The problem was that no one asked for John McCain's help.

And this week, in perhaps his most daring attempt at faux-heroism yet, McCain sort-of-not-really "suspended" his campaign, sort-of-not-really rushed to D.C. and proclaimed that he would hold political vigil in the Senate until the crisis was over.

Not only did no one ask for John McCain's help, but, as Harry Reid stated, the insertion of presidential politics into the negotiations was not helpful.

This week, Washington Post columnist Eugene Robinson rightly labeled John McCain a "drama king". But McCain acts in such a manner because drama is the only way he knows how to relate to the American people. His "maverick" moments are exactly such moments of drama, as is the currently flood of political stunts.

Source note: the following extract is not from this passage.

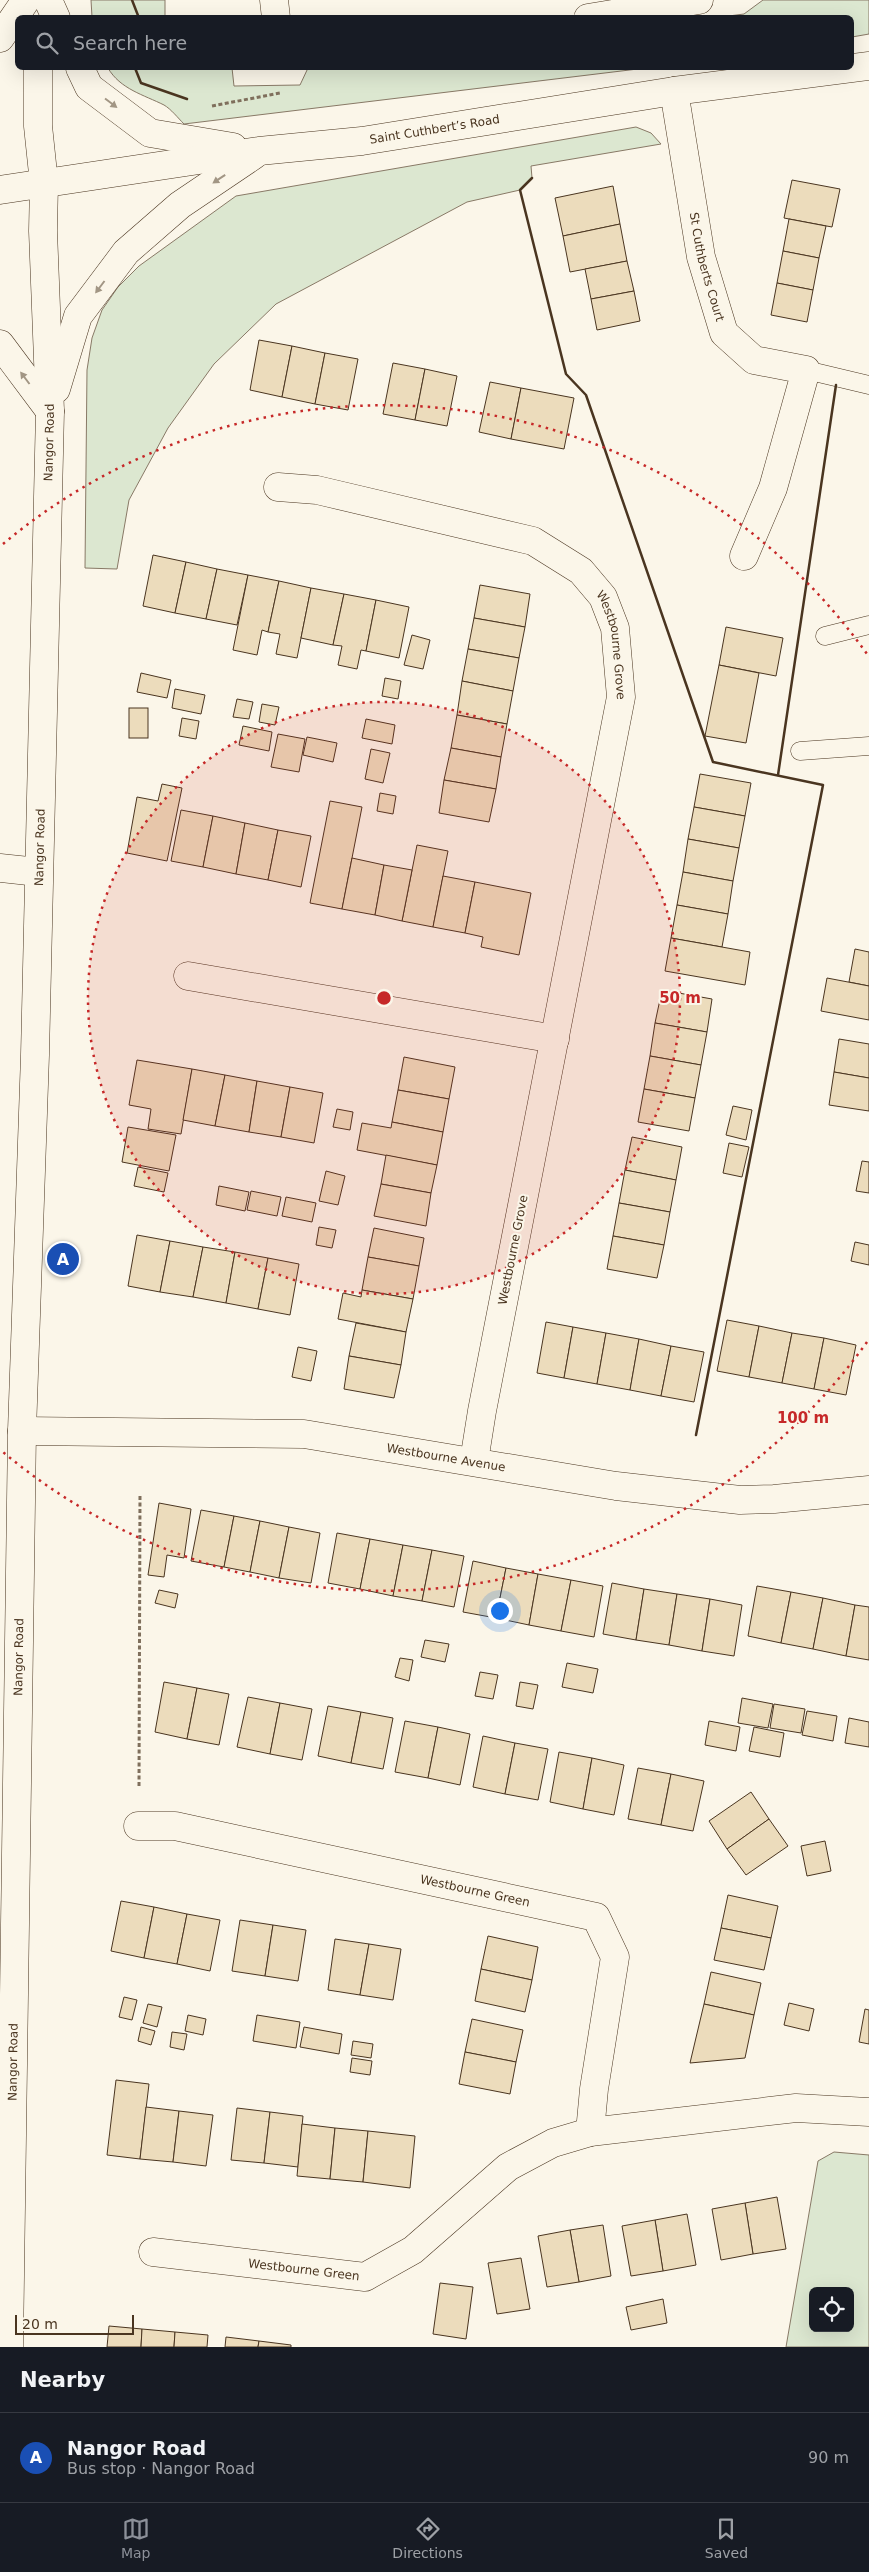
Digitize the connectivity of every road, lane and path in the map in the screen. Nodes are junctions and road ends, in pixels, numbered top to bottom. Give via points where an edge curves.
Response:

For the McCain camp, though, these stunts are marketed as a type of self-sacrifice on the part of an American who has self-sacrifice etched in his veins. This "putting politics behind his country," as campaign manager Rick Davis said, is "business as usual in McCainworld."

But that "McCainworld" has passed on. The prisoner of war has become a prisoner of politics as usual, so terrified of losing a campaign that he has handcuffed himself to a Rovian world where lies are effortlessly passed off as truth and where transparent stunts of risk-filled pandering become a staple of the campaign. Whatever integrity and courage that was exhibited in 1973 and that captivated the nation has evaporated, leaving behind the blandness of a politician who has wholeheartedly embraced the distasteful world of Republican politics as usual.

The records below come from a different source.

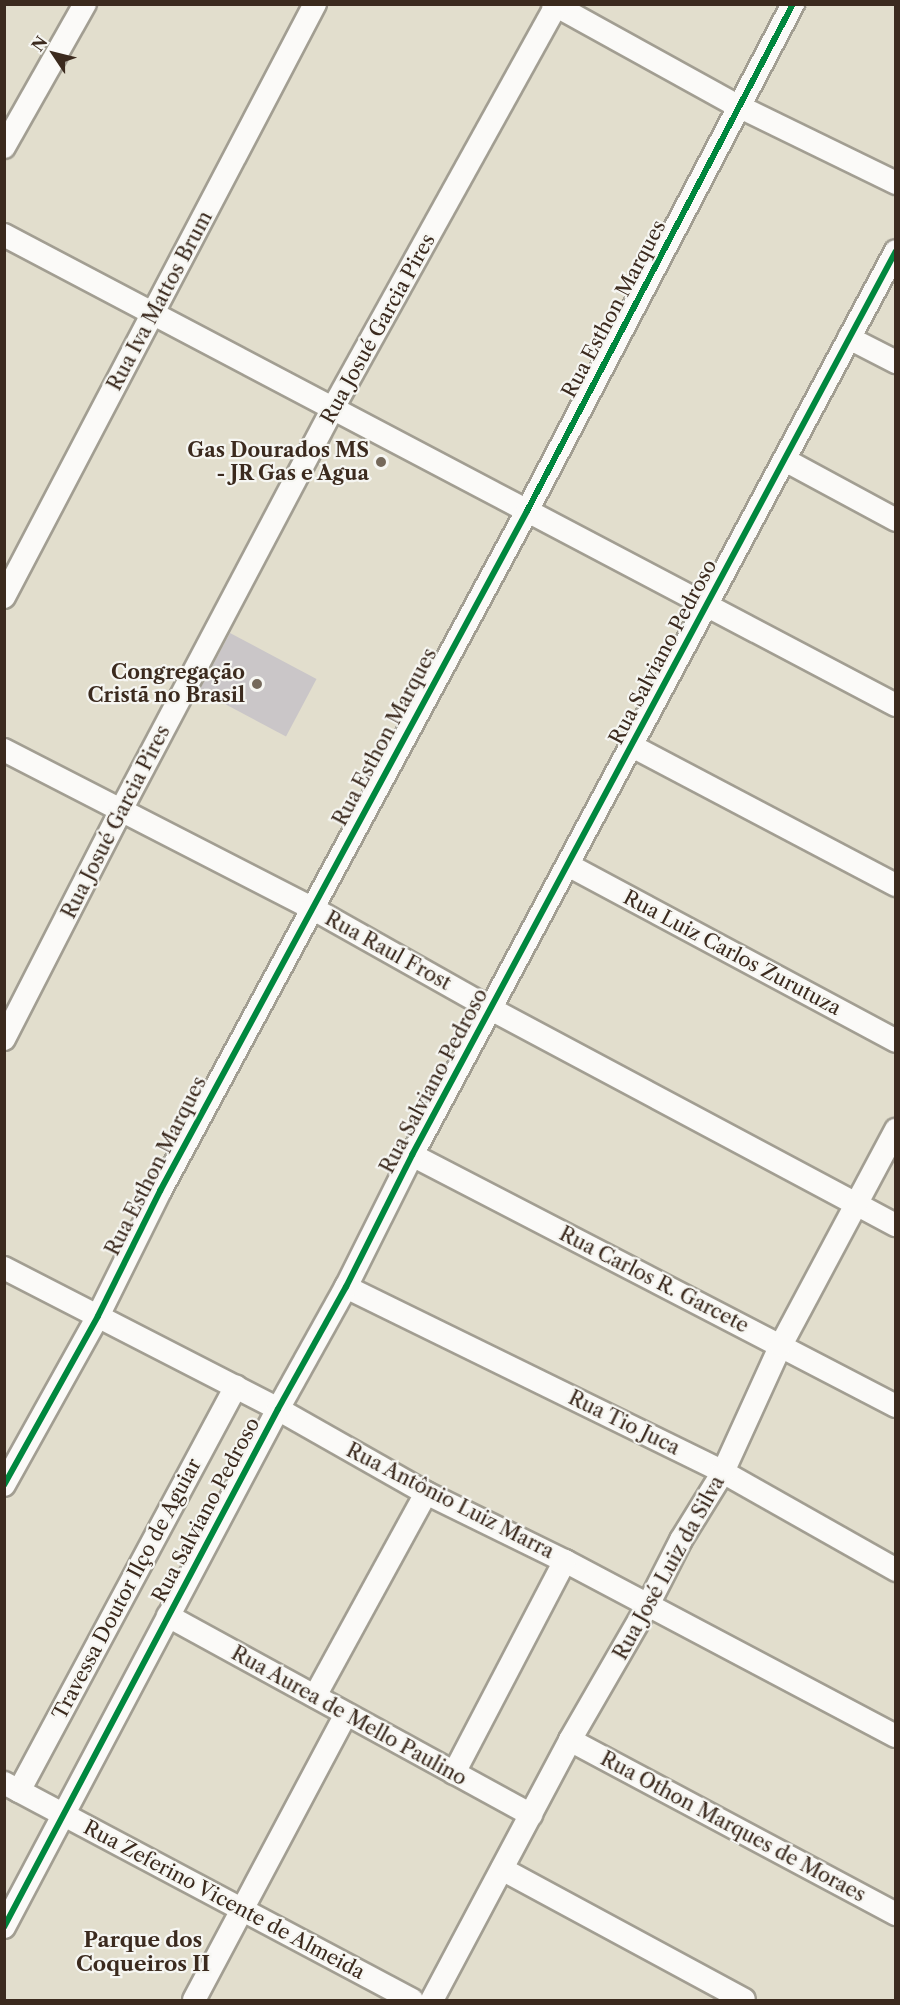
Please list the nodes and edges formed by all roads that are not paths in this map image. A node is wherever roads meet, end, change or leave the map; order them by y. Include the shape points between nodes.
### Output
1 (85, 4) edge
2 (315, 4) edge
3 (793, 4) edge
4 (555, 5) edge
5 (738, 106) junction
6 (4, 147) edge
7 (896, 183) edge
8 (4, 235) edge
9 (896, 251) edge
10 (153, 313) junction
11 (849, 338) junction
12 (896, 362) edge
13 (333, 408) junction
14 (785, 460) junction
15 (526, 512) junction
16 (896, 520) edge
17 (4, 597) edge
18 (706, 605) junction
19 (896, 705) edge
20 (632, 746) junction
21 (4, 750) edge
22 (120, 812) junction
23 (568, 865) junction
24 (896, 885) edge
25 (312, 908) junction
26 (491, 1009) junction
27 (4, 1039) edge
28 (896, 1041) edge
29 (896, 1130) edge
30 (412, 1155) junction
31 (856, 1204) junction
32 (896, 1225) edge
33 (4, 1268) edge
34 (346, 1287) junction
35 (98, 1316) junction
36 (782, 1345) junction
37 (236, 1387) junction
38 (896, 1406) edge
39 (278, 1409) junction
40 (723, 1472) junction
41 (4, 1485) edge
42 (426, 1493) junction
43 (565, 1561) junction
44 (896, 1570) edge
45 (648, 1605) junction
46 (168, 1616) junction
47 (315, 1696) junction
48 (346, 1714) junction
49 (896, 1736) edge
50 (570, 1740) junction
51 (454, 1773) junction
52 (12, 1787) edge
53 (64, 1815) junction
54 (531, 1815) junction
55 (502, 1869) junction
56 (242, 1910) junction
57 (896, 1914) edge
58 (4, 1927) edge
59 (194, 2001) edge
60 (412, 2001) edge
61 (432, 2001) edge
62 (744, 2001) edge

1 - 6 street
2 - 10 street, Rua Iva Mattos Brum
3 - 5 street, Rua Esthon Marques
4 - 5 street
4 - 13 street, Rua Josué Garcia Pires
5 - 7 street
5 - 15 street, Rua Esthon Marques
8 - 10 street
9 - 11 street, Rua Salviano Pedroso
10 - 13 street
10 - 17 street, Rua Iva Mattos Brum
11 - 12 street
11 - 14 street, Rua Salviano Pedroso
13 - 15 street
13 - 22 street, Rua Josué Garcia Pires
14 - 16 street
14 - 18 street, Rua Salviano Pedroso
15 - 18 street
15 - 25 street, Rua Esthon Marques
18 - 19 street
18 - 20 street, Rua Salviano Pedroso
20 - 23 street, Rua Salviano Pedroso
20 - 24 street
21 - 22 street, Rua Raul Frost
22 - 25 street, Rua Raul Frost
22 - 27 street, Rua Josué Garcia Pires
23 - 26 street, Rua Salviano Pedroso
23 - 28 street, Rua Luiz Carlos Zurutuza
25 - 26 street, Rua Raul Frost
25 - 35 street, Rua Esthon Marques via 160,1191
26 - 30 street, Rua Salviano Pedroso
26 - 31 street, Rua Raul Frost
29 - 31 street, Rua José Luiz da Silva
30 - 34 street, Rua Salviano Pedroso
30 - 36 street, Rua Carlos R. Garcete
31 - 32 street, Rua Raul Frost
31 - 36 street, Rua José Luiz da Silva
33 - 35 street, Rua Antônio Luiz Marra
34 - 39 street, Rua Salviano Pedroso
34 - 40 street, Rua Tio Juca
35 - 37 street, Rua Antônio Luiz Marra
35 - 41 street, Rua Esthon Marques
36 - 38 street, Rua Carlos R. Garcete
36 - 40 street, Rua José Luiz da Silva
37 - 39 street, Rua Antônio Luiz Marra
37 - 52 street, Travessa Doutor Ilço de Aguiar
39 - 42 street, Rua Antônio Luiz Marra
39 - 46 street, Rua Salviano Pedroso
40 - 44 street, Rua Tio Juca
40 - 45 street, Rua José Luiz da Silva via 681,1540
42 - 43 street, Rua Antônio Luiz Marra
42 - 47 street
43 - 45 street, Rua Antônio Luiz Marra
43 - 51 street
45 - 49 street, Rua Antônio Luiz Marra
45 - 50 street, Rua José Luiz da Silva
46 - 47 street, Rua Aurea de Mello Paulino
46 - 53 street, Rua Salviano Pedroso
47 - 48 street, Rua Aurea de Mello Paulino
48 - 51 street, Rua Aurea de Mello Paulino
48 - 56 street
50 - 54 street, Rua José Luiz da Silva
50 - 57 street, Rua Othon Marques de Moraes
51 - 54 street, Rua Aurea de Mello Paulino
52 - 53 street, Rua Zeferino Vicente de Almeida
53 - 56 street, Rua Zeferino Vicente de Almeida
53 - 58 street, Rua Salviano Pedroso
54 - 55 street, Rua José Luiz da Silva
55 - 61 street, Rua José Luiz da Silva
55 - 62 street
56 - 59 street
56 - 60 street, Rua Zeferino Vicente de Almeida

In this world, McCain is the Don Quixote candidate, staggering through the campaign, searching in vain for a moment which will make America see the McCain of old, the one who was revered and cheered as a hero. Seizing upon crisis after crisis--real or manufactured, big or small--he is a single-man cavalry riding a unicorn of bipartisanship, galloping towards the outrage of the day, rescuing his country in the hour of its need and causing the world to gasp and dip its head in awe of his saving leadership.

But America doesn't need saving. It needs stewardship.

It needs not a dramatic "rescue" at a given moment, but a steady management of its affairs by competent and visionary individuals. It needs not a cavalry, but common sense.

Over the next few weeks, McCain will likely persist in his search for his "Bullhorn Moment." There will be more hollow stunts, and more acts of desperation cloaked in the mantle of "political courage" as McCain tries to sell himself as a "hero" once again to the American people. But such "heroism" and drama wear thin on an electorate which has tired of theatrics and which instead thirsts for pragmatism. Even if John McCain eventually stumbles upon his magical "Bullhorn Moment," Americans are so engrossed in the realities which plague this nation and their everyday lives that I doubt America's Knight in Shining Armor will catch their eye at all.